C’est une sommité scientifique qui le dit. Académicien, physicien, philosophe au look de rockeur, Etienne Klein était de passage à Maurice cette semaine pour une série de conférences. Il décortique ici les questions d’énergie, notre façon d’en parler, de les penser. Ce qu’on en retient : nous n’avions rien compris du tout.  

 

«Un physicien moderne étudie la physique quantique les lundis, mercredis et vendredis. Il médite sur la théorie de la relativité gravitationnelle les mardis, jeudis et samedis. Le dimanche, il prie pour que quelqu’un trouve la corrélation entre les deux.» Norbert Wiener (1) a-t-il tout dit de votre vie ?

C’est une blague mais elle a du sens. Wiener a voulu montrer que la physique s’appuie sur deux piliers contradictoires, la relativité générale et la physique quantique. On n’arrive pas à les mettre dans le même cadre théorique. Et donc, les physiciens ont un peu une vie de schizophrène.  

C’est votre cas ?

Plus maintenant. Il y a mille façons d’être physicien, vous savez. Mon sujet au quotidien est d’essayer de comprendre ce que diraient les équations de la physique si elles pouvaient parler. Or elles ne parlent pas du tout. Et je pense qu’une partie de mon travail de chercheur consiste à faire cette traduction, à montrer ce que les équations disent du réel.

Le réel, c’est aussi la «transition énergétique» que vous interrogez, comme physicien et philosophe. Ce débat, nous l’avons aussi à Maurice et des discours aux actes le chemin est sinueux. Pourquoi avons-nous tant de mal à changer nos comportements ?

Une partie de la difficulté vient du fait que nous développons toute sorte de stratagèmes pour ne pas croire ce que nous savons. Un exemple en a été donné avec la COP 21 : tout le monde à signé l’accord mais personne ne s’est engagé à quoi que ce soit. La conscience collective, bien que largement convaincue de la nécessité d’inventer de nouveaux comportements en matière d’usage de l’énergie, est à la fois paralysée et irrésolue.  Comme si nous étions tétanisés par l’ampleur de la transition à opérer. On se dit que les efforts sont si énormes qu’ils sont peut-être impossibles. Et l’on se retrouve dans la situation décrite par Hegel sous le terme de « conscience malheureuse » : nous avons à la fois conscience du problème et conscience de la difficulté à le résoudre. C’est ce qui nous frustre et nous rend malheureux.

Un autre élément de réponse, dites-vous, est que notre façon de parler de l’énergie ne nous permet pas de comprendre de ce qu’elle est.
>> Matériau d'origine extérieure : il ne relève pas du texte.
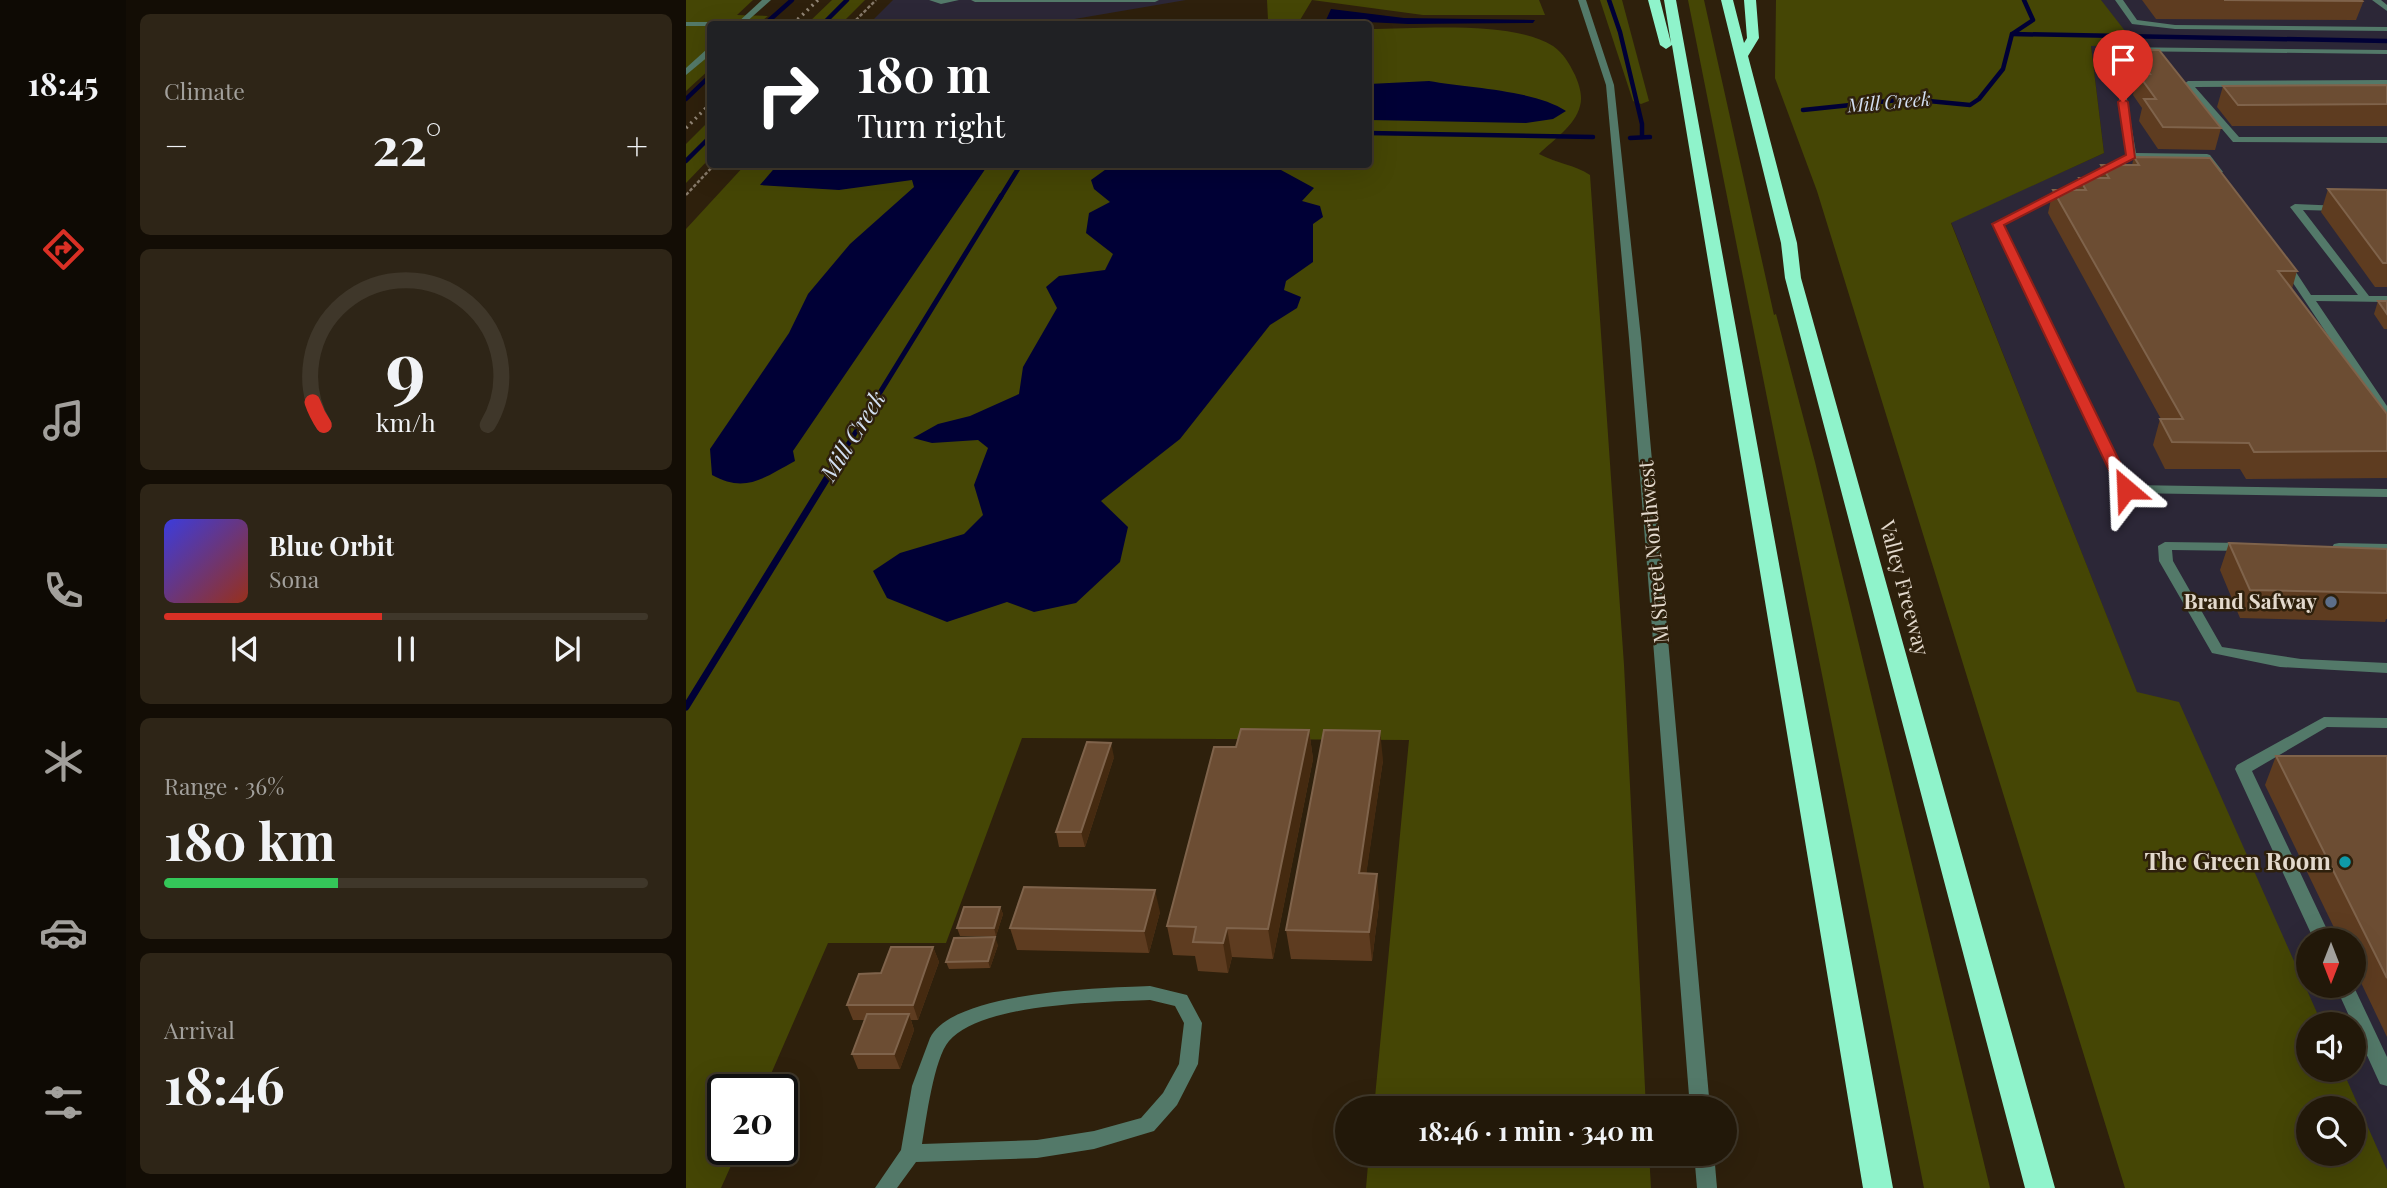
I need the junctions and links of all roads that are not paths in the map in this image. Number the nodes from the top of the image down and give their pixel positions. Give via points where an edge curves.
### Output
1 (767, 0) edge
2 (933, 0) edge
3 (955, 0) edge
4 (975, 0) edge
5 (1155, 0) edge
6 (1582, 0) edge
7 (1654, 0) edge
8 (1671, 0) edge
9 (1727, 0) edge
10 (1750, 0) edge
11 (2119, 0) edge
12 (2376, 0) edge
13 (2387, 9) edge
14 (743, 21) edge
15 (707, 24) edge
16 (688, 25) edge
17 (2387, 29) edge
18 (2387, 52) edge
19 (707, 54) edge
20 (1741, 57) junction
21 (686, 72) edge
22 (2387, 83) edge
23 (2387, 140) edge
24 (2132, 156) junction
25 (2222, 178) edge
26 (1702, 184) junction
27 (2348, 208) edge
28 (2278, 254) edge
29 (2309, 298) junction
30 (2366, 299) junction
31 (2387, 299) edge
32 (2387, 415) edge
33 (2387, 493) edge
34 (2262, 547) edge
35 (2318, 547) edge
36 (2387, 548) edge
37 (2387, 668) edge
38 (2387, 723) edge
39 (2317, 928) edge
40 (2350, 998) edge
41 (2387, 1078) edge
42 (1699, 1096) edge
43 (911, 1153) junction
44 (1705, 1166) edge
45 (885, 1188) edge
46 (1707, 1188) edge
47 (1878, 1188) edge
48 (2040, 1188) edge

1 - 14 street
2 - 3 street
4 - 5 street
6 - 42 street, M Street Northwest via 1610,85
7 - 26 highway
8 - 26 highway
9 - 20 highway, Valley Freeway
10 - 20 highway via 1753,38
11 - 17 street via 2135,22 2175,27
12 - 13 street
15 - 16 street
18 - 24 street via 2115,49
19 - 21 street
20 - 48 highway, Valley Freeway via 1789,243 1793,278
22 - 23 street via 2188,84 2236,140
24 - 25 street via 2207,157
24 - 33 street via 1998,224 2126,489
26 - 47 highway
27 - 30 street via 2295,207
28 - 29 street
29 - 30 street
29 - 32 street
30 - 31 street
34 - 37 street via 2165,546 2166,561 2217,650 2306,666
35 - 36 street
38 - 39 street via 2323,722 2243,769
40 - 41 street
43 - 43 street via 1037,1149 1147,1125 1170,1099 1188,1064 1193,1023 1181,1000 1150,993 1075,996 1003,1007 956,1023 939,1038 922,1086
43 - 45 street
44 - 46 street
Illustration toute simple : parler de « production d’énergie » ou de « consommation d’énergie » n’a aucun sens. Personne n’en a jamais produit ni consommé, c’est impossible !

Il faut expliquer, là…

Sans vouloir être trop technique, la seule chose que vous pouvez faire est de prendre de l’énergie sous une forme pour la convertir sous une autre forme. Transformer l’énergie du pétrole en énergie électrique, par exemple. Mais au final vous n’en avez pas produit du tout, l’énergie présente à la fin du processus est exactement la même qu’au début. Certains discours violent les lois physiques. Et si l’on dit mal les choses, on risque de mal les penser. La nature, elle, ne se laissera pas duper par nos jeux de langage.

Vous proposez donc un outil pour mieux comprendre ce que représente l’énergie : la notion d’«esclave énergétique».

Bien évidemment, il n’est pas question de faire une quelconque promotion de l’esclavage. L’idée est de prendre comme référentiel le corps humain, qui consomme pour son métabolisme une puissance de 100 watts - soit, pour une journée complète, une énergie de 2,4 kilowatts-heure (kWh). Chacun peut ainsi calculer sa « consommation d’énergie » pour se déplacer, s’alimenter, faire marcher la climatisation, regarder le foot à la télé, etc., puis diviser le résultat obtenu par l’énergie d’un corps humain. Le résultat correspondra au nombre d’esclaves énergétiques fictifs - ce sont en fait des machines - qui ont travaillé pour nous au cours de la journée. Pour un Bangladeshi, ce chiffre est estimé à vingt ; il est de quatre cents pour un Américain moyen. Cette donnée varie évidemment d’un individu à l’autre mais peut donner lieu à de petits calculs très instructifs.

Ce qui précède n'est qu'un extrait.